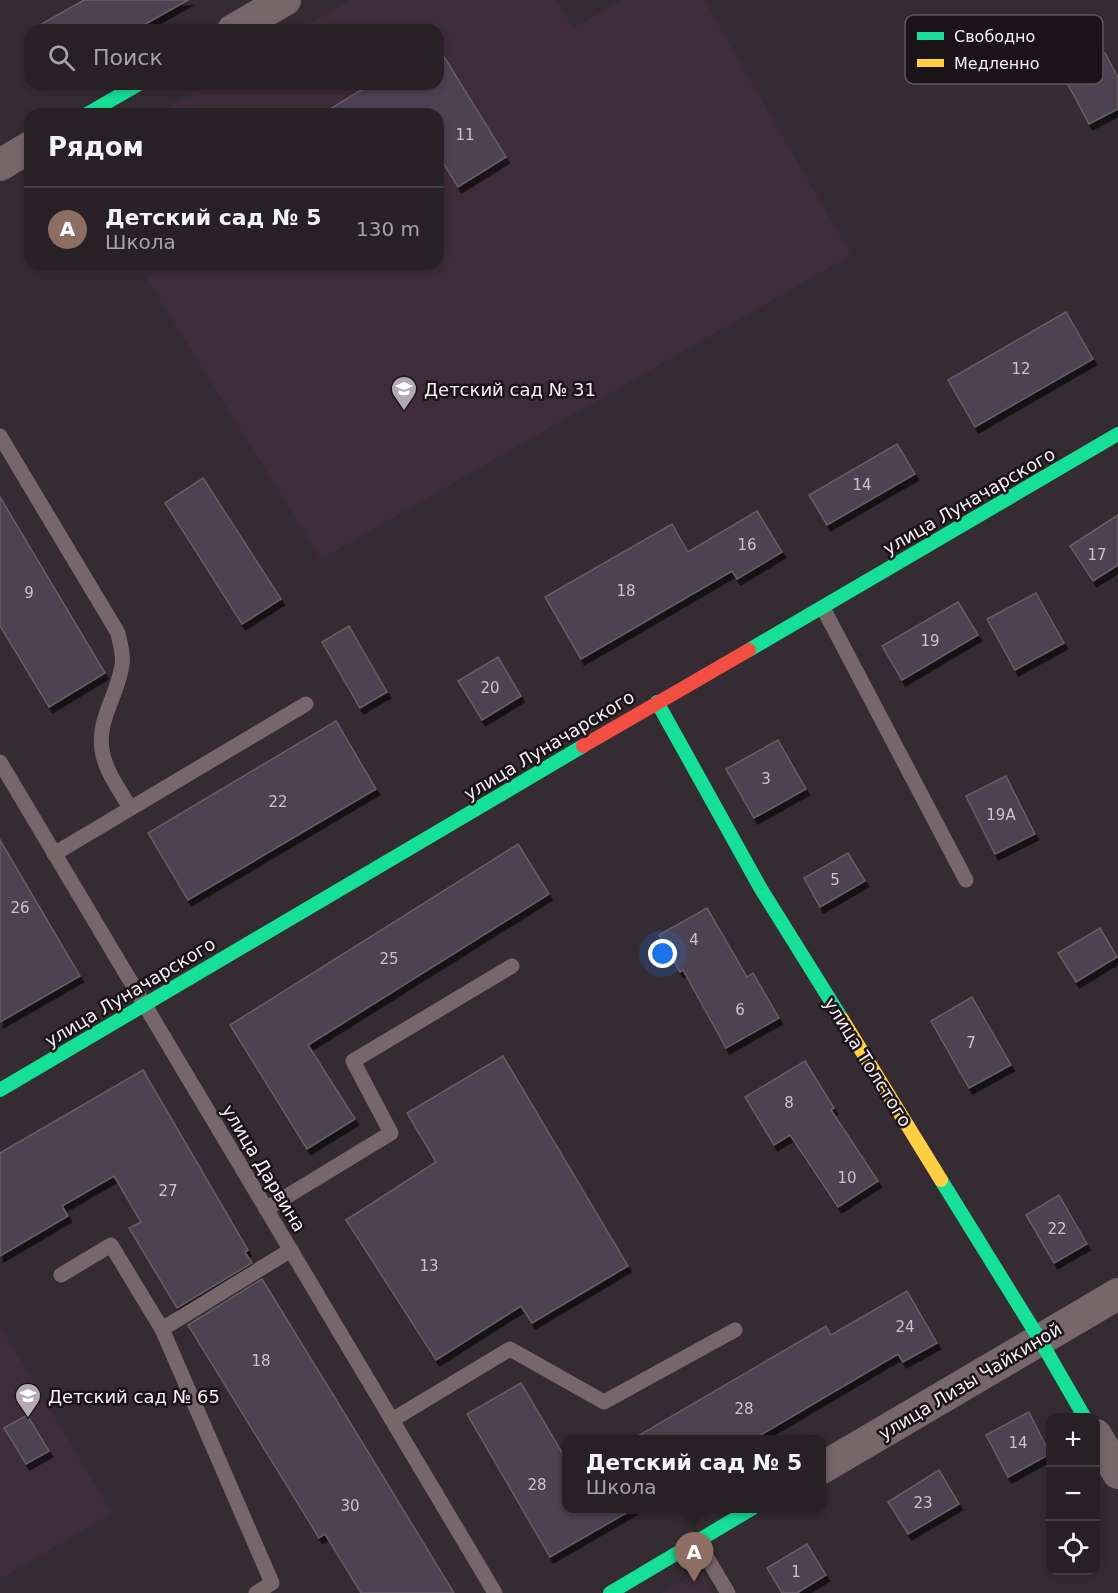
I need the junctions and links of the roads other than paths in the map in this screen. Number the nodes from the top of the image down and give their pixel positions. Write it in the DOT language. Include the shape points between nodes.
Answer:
graph roads {
  1 [pos="285,0"];
  2 [pos="243,24"];
  3 [pos="129,90"];
  4 [pos="97,108"];
  5 [pos="1118,434"];
  6 [pos="2,446"];
  7 [pos="823,608"];
  8 [pos="657,702"];
  9 [pos="306,704"];
  10 [pos="0,762"];
  11 [pos="130,808"];
  12 [pos="54,854"];
  13 [pos="966,880"];
  14 [pos="512,966"];
  15 [pos="145,1005"];
  16 [pos="0,1090"];
  17 [pos="266,1209"];
  18 [pos="291,1250"];
  19 [pos="61,1275"];
  20 [pos="1118,1294"];
  21 [pos="162,1329"];
  22 [pos="735,1330"];
  23 [pos="1040,1340"];
  24 [pos="1082,1413"];
  25 [pos="392,1420"];
  26 [pos="1100,1443"];
  27 [pos="826,1466"];
  28 [pos="1118,1473"];
  29 [pos="746,1513"];
  30 [pos="698,1541"];
  31 [pos="256,1593"];
  32 [pos="495,1593"];
  33 [pos="610,1593"];
  34 [pos="728,1593"];
  1 -- 2 [label="street"];
  3 -- 4 [label="street"];
  5 -- 7 [label="street, улица Луначарского"];
  6 -- 11 [label="lane" via="118,633 122,664 101,731 102,751 110,775"];
  7 -- 8 [label="street, улица Луначарского"];
  7 -- 13 [label="lane"];
  8 -- 15 [label="street, улица Луначарского"];
  8 -- 23 [label="street, улица Толстого" via="761,889"];
  9 -- 11 [label="lane"];
  10 -- 12 [label="lane, улица Дарвина"];
  11 -- 12 [label="lane"];
  12 -- 15 [label="lane, улица Дарвина"];
  14 -- 17 [label="lane" via="353,1060 391,1133"];
  15 -- 16 [label="street, улица Луначарского"];
  15 -- 17 [label="lane, улица Дарвина"];
  17 -- 18 [label="lane, улица Дарвина"];
  18 -- 21 [label="lane"];
  18 -- 25 [label="lane, улица Дарвина"];
  19 -- 21 [label="lane" via="111,1245"];
  20 -- 23 [label="street, улица Лизы Чайкиной"];
  21 -- 31 [label="lane" via="272,1584"];
  22 -- 25 [label="lane" via="604,1402 510,1349"];
  23 -- 24 [label="street, улица Толстого"];
  23 -- 27 [label="street, улица Лизы Чайкиной"];
  25 -- 32 [label="lane, улица Дарвина"];
  26 -- 28 [label="street"];
  29 -- 30 [label="street"];
  30 -- 33 [label="street"];
  30 -- 34 [label="lane"];
}
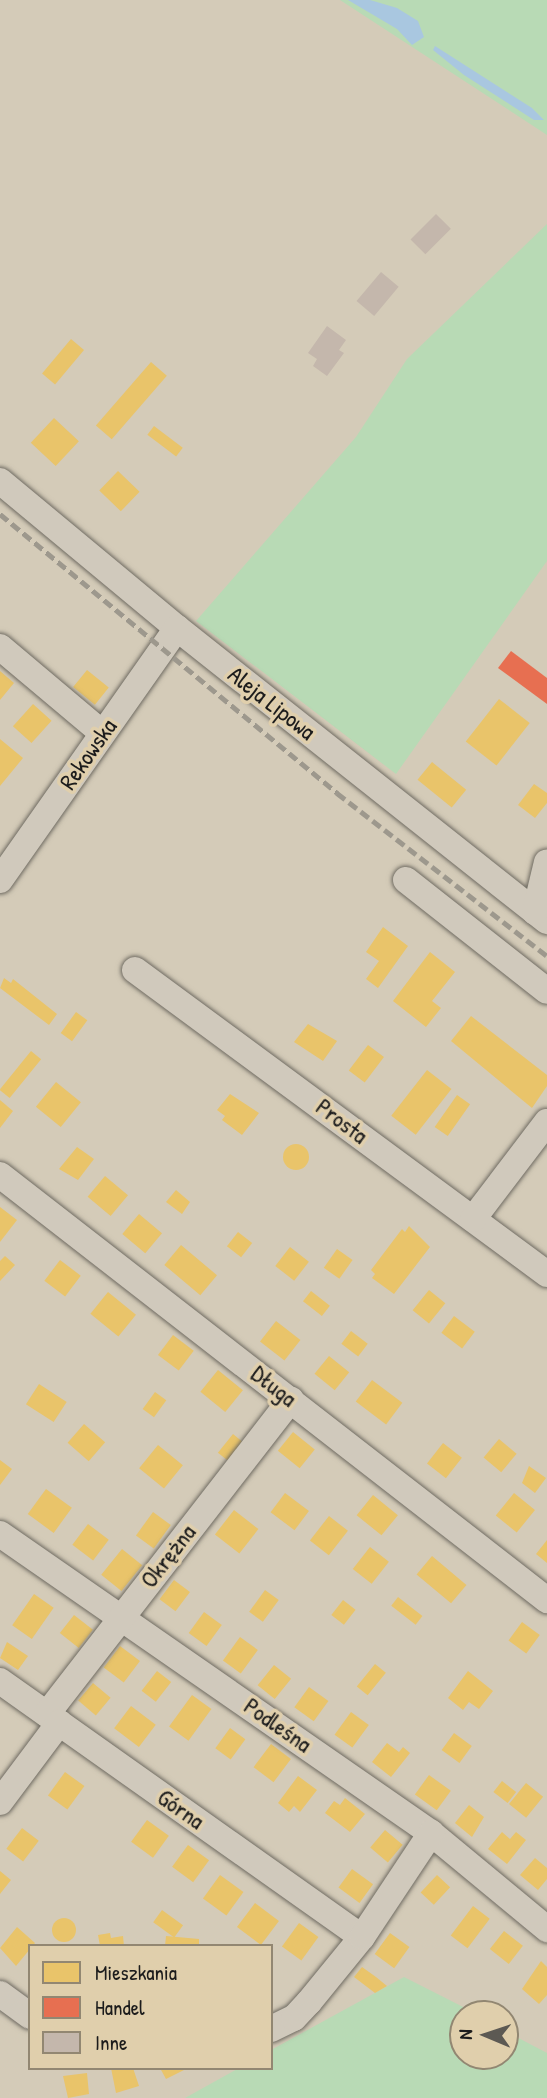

• • • • •

- What is needed
Lines that contain the string "Толстого" should be copied from the material above.

- Answer space
  8 -- 23 [label="street, улица Толстого" via="761,889"];
  23 -- 24 [label="street, улица Толстого"];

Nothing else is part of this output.